Prompt => Look through the data below. Show each line where the string "BUSCH" occurs.

Task input =>
• • •

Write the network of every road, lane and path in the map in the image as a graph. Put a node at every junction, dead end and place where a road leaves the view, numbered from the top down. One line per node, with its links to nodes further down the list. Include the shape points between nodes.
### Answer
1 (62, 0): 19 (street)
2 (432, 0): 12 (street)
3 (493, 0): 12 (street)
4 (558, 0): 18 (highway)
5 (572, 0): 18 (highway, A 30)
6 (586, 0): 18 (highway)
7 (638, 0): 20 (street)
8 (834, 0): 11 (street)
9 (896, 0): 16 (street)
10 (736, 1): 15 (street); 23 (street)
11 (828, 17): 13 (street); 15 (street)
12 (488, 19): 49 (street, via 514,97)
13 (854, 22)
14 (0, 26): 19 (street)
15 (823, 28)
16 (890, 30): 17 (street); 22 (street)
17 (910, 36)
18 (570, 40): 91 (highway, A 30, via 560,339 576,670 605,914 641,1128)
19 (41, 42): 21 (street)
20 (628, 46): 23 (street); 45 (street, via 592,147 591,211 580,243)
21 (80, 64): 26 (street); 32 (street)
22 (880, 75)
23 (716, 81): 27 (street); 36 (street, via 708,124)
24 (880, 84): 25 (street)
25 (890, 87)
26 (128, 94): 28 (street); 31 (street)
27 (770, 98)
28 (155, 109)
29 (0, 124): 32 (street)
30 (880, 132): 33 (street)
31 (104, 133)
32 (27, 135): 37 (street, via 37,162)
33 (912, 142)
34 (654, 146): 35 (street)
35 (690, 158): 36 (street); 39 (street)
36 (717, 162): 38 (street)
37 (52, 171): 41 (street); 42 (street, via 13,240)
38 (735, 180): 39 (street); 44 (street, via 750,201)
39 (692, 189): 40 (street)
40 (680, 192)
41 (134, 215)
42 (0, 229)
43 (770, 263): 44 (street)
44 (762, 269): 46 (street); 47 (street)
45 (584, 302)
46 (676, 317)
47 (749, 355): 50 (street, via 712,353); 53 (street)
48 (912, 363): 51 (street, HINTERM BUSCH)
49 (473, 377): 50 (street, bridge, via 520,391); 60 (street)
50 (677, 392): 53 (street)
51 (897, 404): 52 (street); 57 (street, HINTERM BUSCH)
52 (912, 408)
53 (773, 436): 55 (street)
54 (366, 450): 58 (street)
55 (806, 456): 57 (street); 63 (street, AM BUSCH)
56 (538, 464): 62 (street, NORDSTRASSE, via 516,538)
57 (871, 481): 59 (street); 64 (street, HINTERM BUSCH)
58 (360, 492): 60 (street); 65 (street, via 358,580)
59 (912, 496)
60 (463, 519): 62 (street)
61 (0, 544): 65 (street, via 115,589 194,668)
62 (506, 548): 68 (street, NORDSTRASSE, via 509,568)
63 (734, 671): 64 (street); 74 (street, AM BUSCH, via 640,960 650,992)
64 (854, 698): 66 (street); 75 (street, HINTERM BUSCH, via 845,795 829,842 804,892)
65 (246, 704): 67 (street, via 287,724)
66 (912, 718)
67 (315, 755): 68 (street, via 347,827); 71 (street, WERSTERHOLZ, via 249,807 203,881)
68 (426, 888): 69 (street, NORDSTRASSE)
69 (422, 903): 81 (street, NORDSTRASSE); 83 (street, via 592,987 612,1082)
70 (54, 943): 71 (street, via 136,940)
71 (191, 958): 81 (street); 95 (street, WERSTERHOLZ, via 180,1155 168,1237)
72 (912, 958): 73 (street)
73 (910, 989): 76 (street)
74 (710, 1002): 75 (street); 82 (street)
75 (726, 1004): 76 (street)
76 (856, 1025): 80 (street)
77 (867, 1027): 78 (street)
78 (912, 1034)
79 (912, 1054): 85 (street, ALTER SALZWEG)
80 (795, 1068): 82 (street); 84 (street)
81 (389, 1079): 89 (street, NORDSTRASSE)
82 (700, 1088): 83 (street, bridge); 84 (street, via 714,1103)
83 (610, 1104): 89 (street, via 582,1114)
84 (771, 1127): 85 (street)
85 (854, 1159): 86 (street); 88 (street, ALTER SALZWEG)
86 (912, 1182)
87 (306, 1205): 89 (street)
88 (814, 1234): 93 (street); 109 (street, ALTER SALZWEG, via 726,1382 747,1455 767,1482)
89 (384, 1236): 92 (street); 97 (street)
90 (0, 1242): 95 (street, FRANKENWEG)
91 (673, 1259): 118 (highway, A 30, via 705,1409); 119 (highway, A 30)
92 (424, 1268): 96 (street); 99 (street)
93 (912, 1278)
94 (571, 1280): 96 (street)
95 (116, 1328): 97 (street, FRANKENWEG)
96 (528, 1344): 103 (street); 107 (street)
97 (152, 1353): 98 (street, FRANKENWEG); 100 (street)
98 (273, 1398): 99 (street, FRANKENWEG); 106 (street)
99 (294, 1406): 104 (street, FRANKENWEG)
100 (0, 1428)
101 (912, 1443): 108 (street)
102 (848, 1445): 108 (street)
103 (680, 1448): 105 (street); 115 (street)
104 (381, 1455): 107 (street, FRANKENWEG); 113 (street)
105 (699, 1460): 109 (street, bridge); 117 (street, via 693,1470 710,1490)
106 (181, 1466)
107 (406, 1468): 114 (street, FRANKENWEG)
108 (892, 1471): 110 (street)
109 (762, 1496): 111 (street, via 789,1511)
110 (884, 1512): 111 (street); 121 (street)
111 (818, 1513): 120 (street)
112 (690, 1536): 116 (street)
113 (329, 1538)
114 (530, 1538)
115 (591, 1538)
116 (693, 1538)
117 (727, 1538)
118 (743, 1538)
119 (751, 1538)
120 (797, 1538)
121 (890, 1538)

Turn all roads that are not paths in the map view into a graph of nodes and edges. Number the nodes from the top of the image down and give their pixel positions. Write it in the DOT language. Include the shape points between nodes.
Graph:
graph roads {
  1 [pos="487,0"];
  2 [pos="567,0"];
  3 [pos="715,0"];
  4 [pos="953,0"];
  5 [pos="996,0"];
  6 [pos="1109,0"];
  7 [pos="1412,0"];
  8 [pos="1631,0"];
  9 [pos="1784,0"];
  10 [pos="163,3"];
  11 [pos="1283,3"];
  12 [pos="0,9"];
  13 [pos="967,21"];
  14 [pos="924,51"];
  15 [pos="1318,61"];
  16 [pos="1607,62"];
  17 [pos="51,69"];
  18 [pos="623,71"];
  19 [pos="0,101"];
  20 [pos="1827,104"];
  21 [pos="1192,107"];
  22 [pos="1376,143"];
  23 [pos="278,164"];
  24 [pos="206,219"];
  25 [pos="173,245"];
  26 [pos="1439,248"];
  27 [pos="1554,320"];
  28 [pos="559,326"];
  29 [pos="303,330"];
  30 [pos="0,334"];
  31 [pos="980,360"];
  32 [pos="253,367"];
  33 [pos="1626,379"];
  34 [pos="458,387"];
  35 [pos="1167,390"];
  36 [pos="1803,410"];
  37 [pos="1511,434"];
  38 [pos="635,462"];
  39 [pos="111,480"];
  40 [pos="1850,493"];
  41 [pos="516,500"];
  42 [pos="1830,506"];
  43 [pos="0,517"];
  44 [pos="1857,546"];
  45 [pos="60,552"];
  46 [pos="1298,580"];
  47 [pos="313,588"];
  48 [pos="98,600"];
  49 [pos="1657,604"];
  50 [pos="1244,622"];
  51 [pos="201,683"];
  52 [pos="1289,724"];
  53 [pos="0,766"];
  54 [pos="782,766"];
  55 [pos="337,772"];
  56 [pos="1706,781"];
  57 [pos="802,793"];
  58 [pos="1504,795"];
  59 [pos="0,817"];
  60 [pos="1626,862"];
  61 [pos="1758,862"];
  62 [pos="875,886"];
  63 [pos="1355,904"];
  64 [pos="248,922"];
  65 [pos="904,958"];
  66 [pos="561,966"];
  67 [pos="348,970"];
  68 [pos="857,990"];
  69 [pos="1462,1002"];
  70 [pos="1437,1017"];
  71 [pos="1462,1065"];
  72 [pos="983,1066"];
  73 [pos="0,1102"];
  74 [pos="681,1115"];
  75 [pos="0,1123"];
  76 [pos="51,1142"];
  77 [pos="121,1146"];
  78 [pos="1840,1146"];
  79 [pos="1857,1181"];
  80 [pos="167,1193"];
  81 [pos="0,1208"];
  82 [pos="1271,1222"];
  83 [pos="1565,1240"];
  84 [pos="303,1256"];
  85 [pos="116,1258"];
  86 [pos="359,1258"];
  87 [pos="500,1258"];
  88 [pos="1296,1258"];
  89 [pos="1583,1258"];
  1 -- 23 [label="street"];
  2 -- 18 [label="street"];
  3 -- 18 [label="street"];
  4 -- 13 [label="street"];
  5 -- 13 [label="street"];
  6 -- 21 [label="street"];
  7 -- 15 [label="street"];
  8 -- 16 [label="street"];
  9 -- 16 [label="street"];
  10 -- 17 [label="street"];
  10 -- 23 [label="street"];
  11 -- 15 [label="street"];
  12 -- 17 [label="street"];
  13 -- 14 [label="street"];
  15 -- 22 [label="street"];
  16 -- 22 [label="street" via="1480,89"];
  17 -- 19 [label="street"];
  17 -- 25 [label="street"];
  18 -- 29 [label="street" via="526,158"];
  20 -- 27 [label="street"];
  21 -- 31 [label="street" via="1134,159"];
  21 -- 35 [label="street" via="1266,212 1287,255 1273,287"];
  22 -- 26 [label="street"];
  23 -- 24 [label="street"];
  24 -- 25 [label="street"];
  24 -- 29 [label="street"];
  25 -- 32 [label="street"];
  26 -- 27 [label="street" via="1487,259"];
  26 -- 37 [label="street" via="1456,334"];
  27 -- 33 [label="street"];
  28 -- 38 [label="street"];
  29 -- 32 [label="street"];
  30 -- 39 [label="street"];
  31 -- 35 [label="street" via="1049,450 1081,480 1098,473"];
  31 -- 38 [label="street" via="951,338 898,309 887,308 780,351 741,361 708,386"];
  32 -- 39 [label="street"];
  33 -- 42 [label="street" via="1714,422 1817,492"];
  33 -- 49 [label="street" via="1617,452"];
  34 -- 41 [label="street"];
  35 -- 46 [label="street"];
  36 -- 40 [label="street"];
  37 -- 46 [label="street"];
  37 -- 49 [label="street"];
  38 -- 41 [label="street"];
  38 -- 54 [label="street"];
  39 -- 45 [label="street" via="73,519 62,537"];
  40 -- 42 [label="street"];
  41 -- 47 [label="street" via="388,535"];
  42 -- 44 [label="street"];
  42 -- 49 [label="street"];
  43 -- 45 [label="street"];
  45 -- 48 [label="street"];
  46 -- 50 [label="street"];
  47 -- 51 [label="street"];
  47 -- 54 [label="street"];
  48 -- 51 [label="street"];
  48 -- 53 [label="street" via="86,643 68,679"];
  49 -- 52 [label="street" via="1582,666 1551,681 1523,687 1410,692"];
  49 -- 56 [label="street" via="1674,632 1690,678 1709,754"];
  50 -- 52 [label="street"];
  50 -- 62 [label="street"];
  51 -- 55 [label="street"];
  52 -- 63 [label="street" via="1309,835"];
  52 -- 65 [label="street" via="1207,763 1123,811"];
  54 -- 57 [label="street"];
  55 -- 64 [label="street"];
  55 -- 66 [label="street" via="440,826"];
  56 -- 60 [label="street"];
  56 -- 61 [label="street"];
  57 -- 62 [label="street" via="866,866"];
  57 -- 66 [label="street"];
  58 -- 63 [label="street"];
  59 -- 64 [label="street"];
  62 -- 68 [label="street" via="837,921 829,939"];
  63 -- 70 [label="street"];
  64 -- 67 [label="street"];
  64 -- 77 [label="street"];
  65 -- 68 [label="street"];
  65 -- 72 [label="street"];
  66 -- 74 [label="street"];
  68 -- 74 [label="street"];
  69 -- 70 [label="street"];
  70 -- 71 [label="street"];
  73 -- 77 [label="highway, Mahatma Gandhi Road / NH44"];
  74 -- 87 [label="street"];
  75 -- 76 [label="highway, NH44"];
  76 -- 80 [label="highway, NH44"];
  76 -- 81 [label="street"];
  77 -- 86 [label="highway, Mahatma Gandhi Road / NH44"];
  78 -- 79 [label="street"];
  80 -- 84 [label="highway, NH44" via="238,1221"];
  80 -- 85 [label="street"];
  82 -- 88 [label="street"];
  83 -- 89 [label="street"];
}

• • •

Your solution =>
48 (912, 363): 51 (street, HINTERM BUSCH)
51 (897, 404): 52 (street); 57 (street, HINTERM BUSCH)
55 (806, 456): 57 (street); 63 (street, AM BUSCH)
57 (871, 481): 59 (street); 64 (street, HINTERM BUSCH)
63 (734, 671): 64 (street); 74 (street, AM BUSCH, via 640,960 650,992)
64 (854, 698): 66 (street); 75 (street, HINTERM BUSCH, via 845,795 829,842 804,892)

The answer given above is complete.